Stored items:
# # # #
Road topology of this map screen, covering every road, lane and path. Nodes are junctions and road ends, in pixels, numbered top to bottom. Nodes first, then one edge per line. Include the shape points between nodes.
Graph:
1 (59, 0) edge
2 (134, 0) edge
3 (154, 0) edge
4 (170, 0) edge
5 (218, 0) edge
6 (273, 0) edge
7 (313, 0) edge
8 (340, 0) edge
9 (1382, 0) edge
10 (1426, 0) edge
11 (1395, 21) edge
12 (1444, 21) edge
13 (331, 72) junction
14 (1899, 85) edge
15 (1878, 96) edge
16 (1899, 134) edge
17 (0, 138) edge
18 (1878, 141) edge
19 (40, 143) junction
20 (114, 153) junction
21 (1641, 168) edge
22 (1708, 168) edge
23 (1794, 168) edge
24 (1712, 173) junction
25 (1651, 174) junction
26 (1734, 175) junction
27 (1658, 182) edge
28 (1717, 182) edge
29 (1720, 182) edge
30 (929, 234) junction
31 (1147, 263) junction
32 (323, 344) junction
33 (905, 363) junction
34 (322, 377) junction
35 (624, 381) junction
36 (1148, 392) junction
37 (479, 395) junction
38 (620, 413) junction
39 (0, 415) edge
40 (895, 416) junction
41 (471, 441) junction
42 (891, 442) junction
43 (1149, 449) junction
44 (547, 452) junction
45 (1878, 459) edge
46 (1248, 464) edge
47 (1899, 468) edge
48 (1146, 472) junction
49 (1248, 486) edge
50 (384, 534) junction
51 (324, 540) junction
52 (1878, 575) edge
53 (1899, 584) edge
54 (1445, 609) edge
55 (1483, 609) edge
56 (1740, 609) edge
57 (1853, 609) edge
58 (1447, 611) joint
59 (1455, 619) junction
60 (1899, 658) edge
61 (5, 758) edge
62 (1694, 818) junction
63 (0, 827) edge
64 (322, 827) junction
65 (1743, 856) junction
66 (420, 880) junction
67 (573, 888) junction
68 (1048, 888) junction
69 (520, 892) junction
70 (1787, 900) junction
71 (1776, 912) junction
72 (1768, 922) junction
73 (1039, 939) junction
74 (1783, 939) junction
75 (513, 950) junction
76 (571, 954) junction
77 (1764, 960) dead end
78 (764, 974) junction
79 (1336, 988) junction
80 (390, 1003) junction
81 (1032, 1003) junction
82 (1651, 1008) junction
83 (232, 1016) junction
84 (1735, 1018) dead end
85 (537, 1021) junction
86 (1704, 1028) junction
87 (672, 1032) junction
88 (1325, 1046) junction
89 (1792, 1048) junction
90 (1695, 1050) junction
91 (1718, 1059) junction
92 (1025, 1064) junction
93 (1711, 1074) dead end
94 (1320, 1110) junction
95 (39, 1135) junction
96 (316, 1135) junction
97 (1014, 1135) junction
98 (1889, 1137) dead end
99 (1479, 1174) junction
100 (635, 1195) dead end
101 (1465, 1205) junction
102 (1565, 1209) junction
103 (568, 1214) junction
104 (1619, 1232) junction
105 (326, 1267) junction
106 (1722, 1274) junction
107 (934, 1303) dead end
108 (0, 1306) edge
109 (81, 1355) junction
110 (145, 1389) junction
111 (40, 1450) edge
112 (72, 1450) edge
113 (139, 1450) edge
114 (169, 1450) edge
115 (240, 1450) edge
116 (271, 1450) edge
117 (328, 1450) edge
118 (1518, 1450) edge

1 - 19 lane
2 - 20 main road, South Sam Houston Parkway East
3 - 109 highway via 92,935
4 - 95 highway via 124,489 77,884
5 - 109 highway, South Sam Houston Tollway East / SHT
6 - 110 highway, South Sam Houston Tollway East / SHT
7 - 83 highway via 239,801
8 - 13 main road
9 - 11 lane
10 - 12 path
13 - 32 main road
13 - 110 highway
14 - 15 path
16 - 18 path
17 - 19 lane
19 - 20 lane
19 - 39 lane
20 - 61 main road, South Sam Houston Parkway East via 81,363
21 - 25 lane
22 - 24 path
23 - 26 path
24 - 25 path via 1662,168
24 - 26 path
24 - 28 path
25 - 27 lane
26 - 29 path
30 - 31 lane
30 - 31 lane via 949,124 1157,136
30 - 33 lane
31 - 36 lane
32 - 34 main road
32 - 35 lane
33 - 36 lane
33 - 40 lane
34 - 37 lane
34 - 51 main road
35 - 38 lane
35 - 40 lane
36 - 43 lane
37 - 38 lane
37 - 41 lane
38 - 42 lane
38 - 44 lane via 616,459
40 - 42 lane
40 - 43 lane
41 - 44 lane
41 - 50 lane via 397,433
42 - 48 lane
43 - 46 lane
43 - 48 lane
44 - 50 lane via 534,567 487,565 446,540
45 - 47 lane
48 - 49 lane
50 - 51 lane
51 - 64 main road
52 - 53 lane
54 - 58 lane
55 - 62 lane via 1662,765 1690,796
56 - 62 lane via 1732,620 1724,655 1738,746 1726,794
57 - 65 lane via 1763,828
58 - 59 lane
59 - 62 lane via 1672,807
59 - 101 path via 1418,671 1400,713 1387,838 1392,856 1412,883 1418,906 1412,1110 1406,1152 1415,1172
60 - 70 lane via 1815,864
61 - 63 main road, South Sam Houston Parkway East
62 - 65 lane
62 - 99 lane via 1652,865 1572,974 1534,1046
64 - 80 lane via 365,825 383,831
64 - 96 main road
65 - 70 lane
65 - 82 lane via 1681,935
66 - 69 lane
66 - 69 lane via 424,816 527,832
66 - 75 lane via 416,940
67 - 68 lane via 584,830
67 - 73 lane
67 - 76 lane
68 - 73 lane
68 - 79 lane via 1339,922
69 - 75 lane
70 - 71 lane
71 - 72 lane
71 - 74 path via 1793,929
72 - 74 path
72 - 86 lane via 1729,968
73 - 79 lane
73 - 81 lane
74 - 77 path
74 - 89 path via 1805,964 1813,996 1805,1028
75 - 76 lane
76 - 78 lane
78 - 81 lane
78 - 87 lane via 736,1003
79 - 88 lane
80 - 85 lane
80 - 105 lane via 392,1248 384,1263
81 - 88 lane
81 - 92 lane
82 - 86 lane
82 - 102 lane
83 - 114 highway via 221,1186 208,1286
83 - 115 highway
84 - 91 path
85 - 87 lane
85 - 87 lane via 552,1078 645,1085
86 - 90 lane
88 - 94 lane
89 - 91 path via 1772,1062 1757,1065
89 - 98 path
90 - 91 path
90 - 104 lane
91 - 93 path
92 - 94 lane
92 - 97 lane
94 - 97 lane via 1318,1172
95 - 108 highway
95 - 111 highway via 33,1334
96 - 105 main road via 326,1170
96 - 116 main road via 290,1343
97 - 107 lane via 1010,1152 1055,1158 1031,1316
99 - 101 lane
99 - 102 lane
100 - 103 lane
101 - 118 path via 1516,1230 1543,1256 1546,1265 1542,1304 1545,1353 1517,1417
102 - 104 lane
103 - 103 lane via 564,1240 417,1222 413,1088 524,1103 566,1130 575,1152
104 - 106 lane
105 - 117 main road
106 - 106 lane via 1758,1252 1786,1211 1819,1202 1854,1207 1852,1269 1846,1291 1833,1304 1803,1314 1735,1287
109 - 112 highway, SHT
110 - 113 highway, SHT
# # # #
## About this exercise
Search term "Tollway": return each line of the data that contains it.

## Task answer
5 - 109 highway, South Sam Houston Tollway East / SHT
6 - 110 highway, South Sam Houston Tollway East / SHT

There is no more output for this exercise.